Problem to solve:
How many lines in the records below contain the word "Sanford"? Answer with the number only.

Collected data

**********

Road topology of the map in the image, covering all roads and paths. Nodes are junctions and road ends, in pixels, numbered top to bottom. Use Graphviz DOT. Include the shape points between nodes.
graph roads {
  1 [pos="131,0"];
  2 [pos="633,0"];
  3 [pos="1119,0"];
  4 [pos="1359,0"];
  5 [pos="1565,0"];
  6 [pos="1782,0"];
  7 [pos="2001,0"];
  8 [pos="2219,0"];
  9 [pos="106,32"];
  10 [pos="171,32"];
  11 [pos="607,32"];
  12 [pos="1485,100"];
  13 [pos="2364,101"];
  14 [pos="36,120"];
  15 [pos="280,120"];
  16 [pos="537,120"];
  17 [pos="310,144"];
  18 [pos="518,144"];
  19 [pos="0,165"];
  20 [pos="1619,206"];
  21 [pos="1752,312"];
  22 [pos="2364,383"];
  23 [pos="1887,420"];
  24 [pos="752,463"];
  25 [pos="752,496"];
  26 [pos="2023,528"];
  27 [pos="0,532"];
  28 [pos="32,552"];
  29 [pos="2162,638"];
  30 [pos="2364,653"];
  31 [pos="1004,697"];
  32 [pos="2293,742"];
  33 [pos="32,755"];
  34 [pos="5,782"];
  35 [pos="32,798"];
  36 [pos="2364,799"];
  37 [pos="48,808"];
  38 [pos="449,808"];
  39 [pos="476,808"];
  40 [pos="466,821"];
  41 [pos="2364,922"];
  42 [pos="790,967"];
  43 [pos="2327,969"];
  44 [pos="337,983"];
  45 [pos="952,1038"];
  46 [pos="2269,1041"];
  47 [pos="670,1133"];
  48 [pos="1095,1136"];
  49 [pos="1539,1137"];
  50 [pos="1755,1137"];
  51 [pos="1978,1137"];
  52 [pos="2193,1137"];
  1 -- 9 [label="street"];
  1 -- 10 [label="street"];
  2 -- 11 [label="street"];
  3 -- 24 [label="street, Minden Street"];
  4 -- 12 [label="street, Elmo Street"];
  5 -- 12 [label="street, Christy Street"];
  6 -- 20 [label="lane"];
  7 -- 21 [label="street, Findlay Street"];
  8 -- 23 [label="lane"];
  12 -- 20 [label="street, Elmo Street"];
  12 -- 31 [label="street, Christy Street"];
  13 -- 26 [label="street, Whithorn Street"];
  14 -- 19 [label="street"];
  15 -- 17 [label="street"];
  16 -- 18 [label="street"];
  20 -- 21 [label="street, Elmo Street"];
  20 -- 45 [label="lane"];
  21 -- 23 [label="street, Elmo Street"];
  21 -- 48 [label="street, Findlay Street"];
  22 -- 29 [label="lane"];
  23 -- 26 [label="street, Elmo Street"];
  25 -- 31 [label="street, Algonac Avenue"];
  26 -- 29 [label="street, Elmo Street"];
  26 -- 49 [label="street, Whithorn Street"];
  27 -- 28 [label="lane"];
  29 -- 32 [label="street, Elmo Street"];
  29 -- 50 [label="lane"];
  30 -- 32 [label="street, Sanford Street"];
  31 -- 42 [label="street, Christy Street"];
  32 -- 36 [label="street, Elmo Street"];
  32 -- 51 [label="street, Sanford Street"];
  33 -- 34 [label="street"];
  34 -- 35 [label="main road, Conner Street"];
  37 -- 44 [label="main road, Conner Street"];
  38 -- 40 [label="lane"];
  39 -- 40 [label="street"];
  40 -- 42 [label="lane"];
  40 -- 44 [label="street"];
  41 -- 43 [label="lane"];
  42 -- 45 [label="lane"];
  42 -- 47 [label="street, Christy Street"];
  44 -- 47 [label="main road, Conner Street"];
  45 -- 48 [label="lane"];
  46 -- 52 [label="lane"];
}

**********

Solution to the exercise:
2